Neural networks require lots of images to train. Having just one single image is not helpful in this case. Hence, we divide the large image into smaller sub pieces. (10, 1500, 1000) are now a bunch of (10, 224, 224) sub-images. Optionally, we could overlap the cutting of images to maximally preserve relationships between sub-images. These relationships might be important and lost if they don’t overlap. And if sub-images require cutting outside the maximum width and height of 1000 and 1500, padding could be used on the sub-images, to ensure they are all the same shape.
Next, we only have to train on water bodies. Technically speaking you could create a mask with semantic segmentation; however, if you are already provided the mask, you might as well use that. Alternatively, depth should be larger than 0 to be considered depth, and during training, if you detected value of 0 in target (_target refers to depth_) during target making, or some other abnormal values that are being used to define they are land, these could be removed from training if no overlaps with water bodies. If they are overlapping with water bodies, then you need to decide whether it’s useful to include them, how much overlapping are they with water bodies, and what values to assign them (zero?) if they’re abnormal values (they might be very large or very small value or NaN used).
Next off, we move on to Training:
Choosing a model for a productive model differs from choosing one for competition participation. The aim differs; in competition, you aim for higher rank, while in production, you have other aims. These include optimizing business outcomes, how much computing power it is required (feasibility), and how fast are the predictions (feasibility); and most importantly, how easy to build the model. There are some complex models out there that might fare better, but simpler models are easier to maintain, and more easily understandable by many.
There’s not much to speak of training outside the usual hyperparameter tuning, parameter tuning, using different models, tricks like image augmentation.

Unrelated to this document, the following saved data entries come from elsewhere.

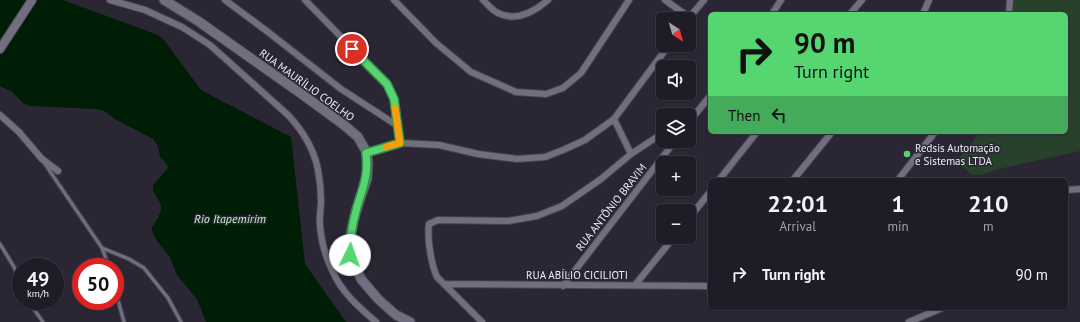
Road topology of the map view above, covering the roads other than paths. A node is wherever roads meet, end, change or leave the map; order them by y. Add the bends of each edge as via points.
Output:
1 (32, 0) edge
2 (110, 0) edge
3 (164, 0) edge
4 (225, 0) edge
5 (304, 0) edge
6 (394, 0) edge
7 (483, 0) edge
8 (548, 0) edge
9 (629, 0) edge
10 (665, 0) edge
11 (704, 0) edge
12 (781, 0) edge
13 (862, 0) edge
14 (929, 0) edge
15 (1010, 0) edge
16 (680, 12) edge
17 (693, 12) edge
18 (773, 12) edge
19 (852, 12) edge
20 (924, 12) edge
21 (1009, 12) edge
22 (0, 49) edge
23 (664, 52) edge
24 (708, 99) edge
25 (699, 110) junction
26 (696, 112) edge
27 (696, 114) edge
28 (0, 115) edge
29 (614, 119) junction
30 (398, 126) junction
31 (755, 134) edge
32 (830, 134) edge
33 (933, 134) edge
34 (656, 138) edge
35 (400, 143) junction
36 (670, 148) edge
37 (366, 153) junction
38 (631, 154) junction
39 (42, 159) junction
40 (58, 171) dead end
41 (722, 178) edge
42 (795, 178) edge
43 (900, 178) edge
44 (1080, 189) edge
45 (1068, 190) edge
46 (708, 194) edge
47 (696, 209) edge
48 (0, 244) edge
49 (668, 244) edge
50 (102, 248) junction
51 (106, 258) edge
52 (12, 264) edge
53 (444, 284) junction
54 (635, 285) junction
55 (708, 285) edge
56 (563, 286) junction
57 (34, 310) edge
58 (121, 310) edge
59 (937, 310) edge
60 (43, 322) edge
61 (124, 322) edge
62 (181, 322) edge
63 (376, 322) edge
64 (410, 322) edge
65 (482, 322) edge
66 (909, 322) edge

1 - 22 street
2 - 63 street via 145,10 182,27 210,45 298,125 318,170 320,225 332,271 351,299
3 - 37 main road, RUA MAURÍLIO COELHO via 198,21 344,125 358,137
4 - 30 street via 341,89
5 - 30 street via 387,84 394,99
6 - 9 street via 436,43 471,72 516,92 546,94 563,88 581,73
7 - 8 street via 497,12 509,16 529,13
10 - 16 street
11 - 17 street
12 - 18 street
13 - 19 street
14 - 20 street
15 - 21 street
23 - 29 street
24 - 25 street
25 - 26 street
25 - 27 street
28 - 39 street via 19,132
29 - 35 street via 585,140 545,157 517,159 439,145
29 - 38 street
30 - 35 street
31 - 41 street
32 - 42 street
33 - 43 street
34 - 38 street
35 - 37 street
36 - 56 street, RUA ANTÔNIO BRAVIM
37 - 64 main road, RUA MAURÍLIO COELHO via 367,179 351,232 350,255 361,279 374,294 396,315
38 - 53 street via 562,206 537,216 508,221 438,220 429,224 433,268
39 - 40 street
39 - 50 lane
44 - 45 street
46 - 47 street
48 - 52 lane
49 - 54 street
50 - 51 lane
50 - 62 lane via 144,268 168,298
53 - 56 street, RUA ABÍLIO CICILIOTI
53 - 65 street
54 - 55 street, RUA ABÍLIO CICILIOTI
54 - 56 street, RUA ABÍLIO CICILIOTI
57 - 60 lane
58 - 61 lane
59 - 66 street

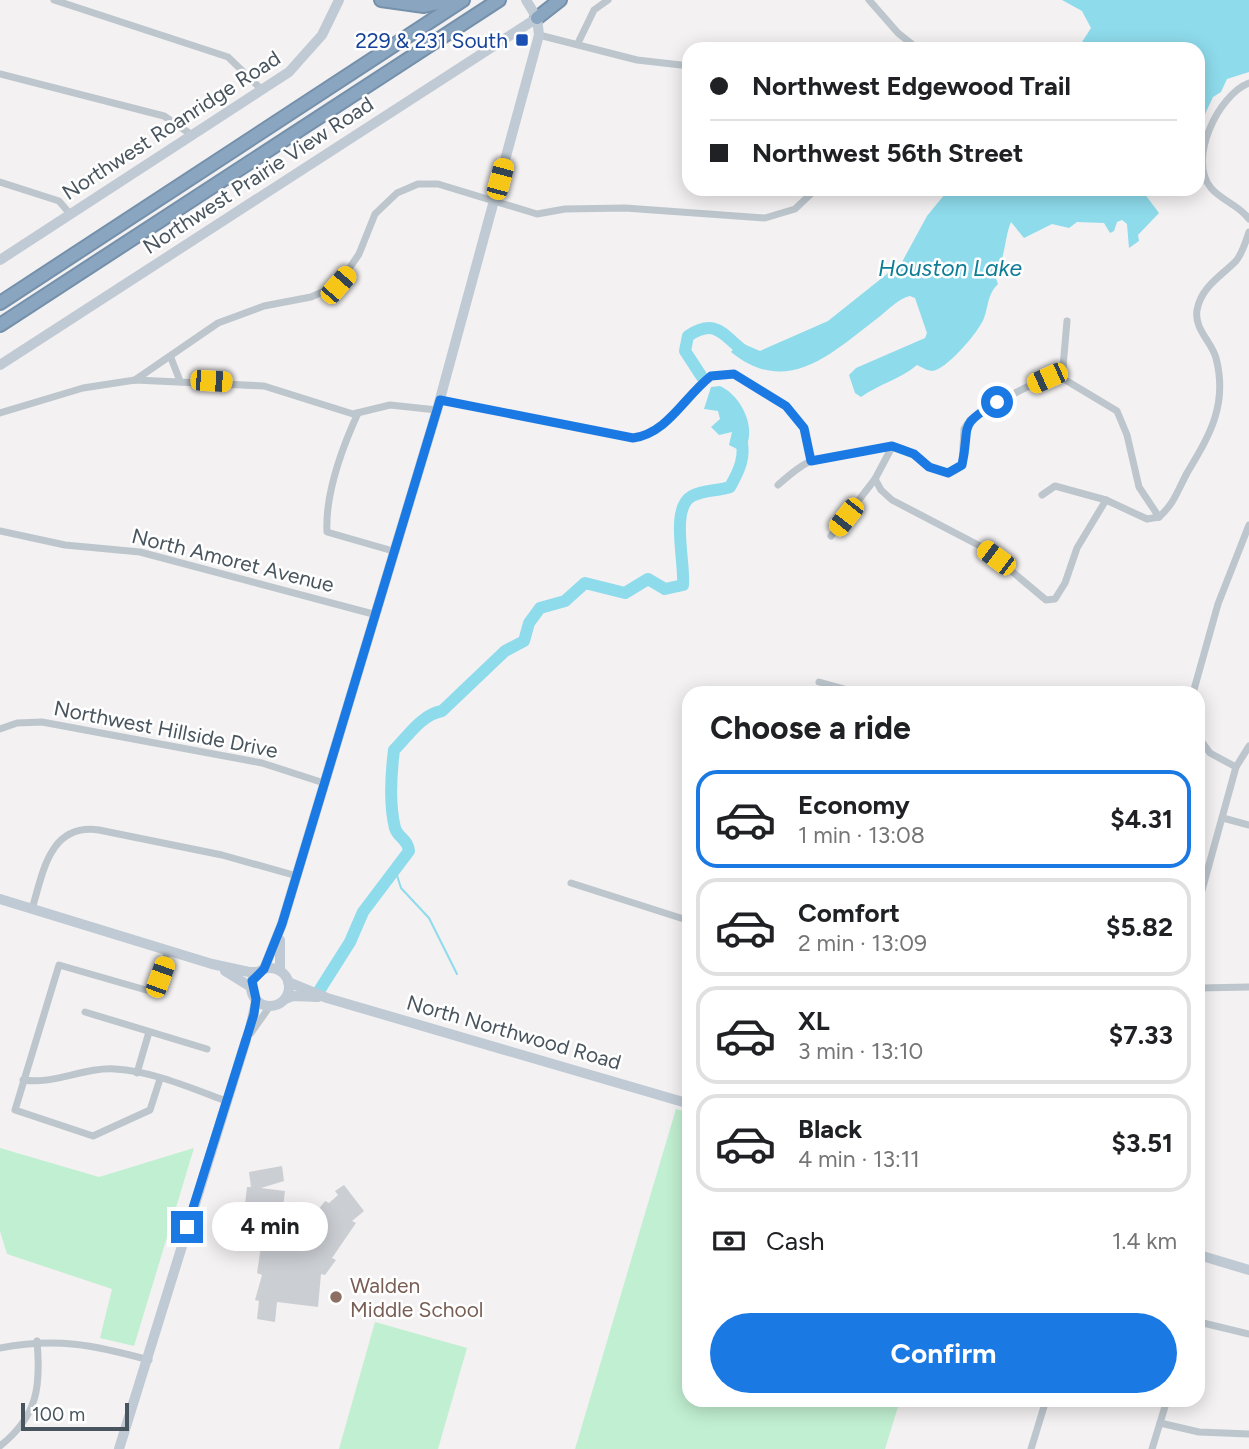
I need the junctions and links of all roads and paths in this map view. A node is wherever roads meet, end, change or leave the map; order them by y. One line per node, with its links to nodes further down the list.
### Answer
1 (54, 0): 18 (street)
2 (339, 0): 18 (street, Northwest Roanridge Road)
3 (384, 0): 4 (highway)
4 (452, 0)
5 (463, 0): 29 (highway)
6 (526, 0): 11 (street)
7 (561, 0): 11 (highway)
8 (608, 0): 14 (street)
9 (869, 0): 13 (street)
10 (497, 1): 31 (highway)
11 (537, 18): 12 (street); 33 (street, Northwest Prairie View Road)
12 (539, 35): 14 (street); 24 (street)
13 (909, 42)
14 (578, 43): 15 (street)
15 (682, 65)
16 (0, 74): 19 (street)
17 (1249, 83): 20 (street)
18 (262, 90): 19 (street, Northwest Roanridge Road)
19 (192, 135): 25 (street, Northwest Roanridge Road)
20 (1205, 145)
21 (1205, 177): 26 (street)
22 (0, 182): 25 (street)
23 (809, 196): 24 (street)
24 (493, 203): 32 (street); 37 (street)
25 (70, 214): 28 (street, Northwest Roanridge Road)
26 (1249, 219)
27 (1249, 232): 46 (street)
28 (0, 260)
29 (0, 303)
30 (1067, 321): 34 (street)
31 (0, 324)
32 (171, 358): 35 (street); 36 (street)
33 (0, 365)
34 (1062, 378): 40 (street); 46 (street)
35 (135, 380): 36 (street); 38 (street)
36 (180, 381): 39 (street)
37 (438, 405): 39 (street); 41 (street); 50 (street)
38 (0, 413)
39 (358, 413): 50 (street)
40 (892, 446): 41 (street); 42 (street)
41 (811, 461): 43 (street)
42 (875, 479): 45 (street); 49 (street)
43 (778, 485)
44 (1042, 495): 45 (street)
45 (1107, 500): 46 (street)
46 (1159, 517)
47 (1249, 525): 54 (street)
48 (0, 531): 51 (street, North Amoret Avenue)
49 (831, 536)
50 (393, 551): 51 (street)
51 (373, 614): 59 (street)
52 (819, 682): 53 (street)
53 (834, 686)
54 (1195, 686)
55 (0, 729): 59 (street, Northwest Hillside Drive)
56 (1205, 746): 58 (street)
57 (1249, 746): 58 (street)
58 (1236, 768): 60 (street)
59 (324, 783): 62 (street)
60 (1223, 818): 61 (street); 63 (street)
61 (1249, 825)
62 (297, 876): 66 (street); 68 (street)
63 (1205, 880)
64 (571, 883): 67 (street)
65 (0, 899): 66 (street)
66 (32, 909): 69 (street)
67 (682, 918)
68 (282, 924): 71 (street); 72 (street)
69 (168, 950): 70 (street); 87 (street)
70 (212, 964): 71 (street); 74 (street)
71 (262, 970): 72 (street); 74 (street)
72 (280, 971): 73 (street)
73 (288, 982): 77 (street, North Northwood Road); 79 (street)
74 (251, 987): 78 (street)
75 (1249, 987): 76 (street)
76 (1205, 988)
77 (327, 998): 79 (street, North Northwood Road); 89 (street, North Northwood Road)
78 (256, 999): 80 (street); 83 (street)
79 (285, 999): 80 (street)
80 (270, 1006): 83 (street)
81 (85, 1012): 82 (street)
82 (149, 1032): 84 (street); 85 (street)
83 (246, 1040): 88 (street)
84 (207, 1049)
85 (137, 1073): 86 (street); 87 (street)
86 (160, 1079): 87 (street); 88 (street)
87 (23, 1080)
88 (226, 1101): 96 (street)
89 (682, 1102)
90 (1205, 1257): 91 (street)
91 (1249, 1270)
92 (1205, 1323): 93 (street)
93 (1249, 1334)
94 (37, 1340): 95 (street); 96 (street); 101 (street)
95 (0, 1348)
96 (149, 1360): 102 (street)
97 (1044, 1407): 103 (street)
98 (1165, 1407): 99 (street)
99 (1160, 1423): 100 (street); 104 (street)
100 (1249, 1434)
101 (0, 1446)
102 (119, 1449)
103 (1031, 1449)
104 (1152, 1449)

Most of the technicality lies in how the data is being prepared, how clean the data is (how noisy it is), how much data you have, and how do you deal with your data (splitting training and validation requires being careful, as random splitting will lead to overfitting of models; while having validation images sitting consecutive to each other makes more sense).
In conclusion, as newer state-of-the-art (SOTA) models get more and more complicated, open-source code is more and more difficult to understand. It is therefore important, as mentioned before, to choose an easily understandable model to implement rather than one that reveals itself more complicated than a maze. Also, these complicated models aren’t very transferable; they’re more fixed to a specific purpose, and their parts are not very reusable.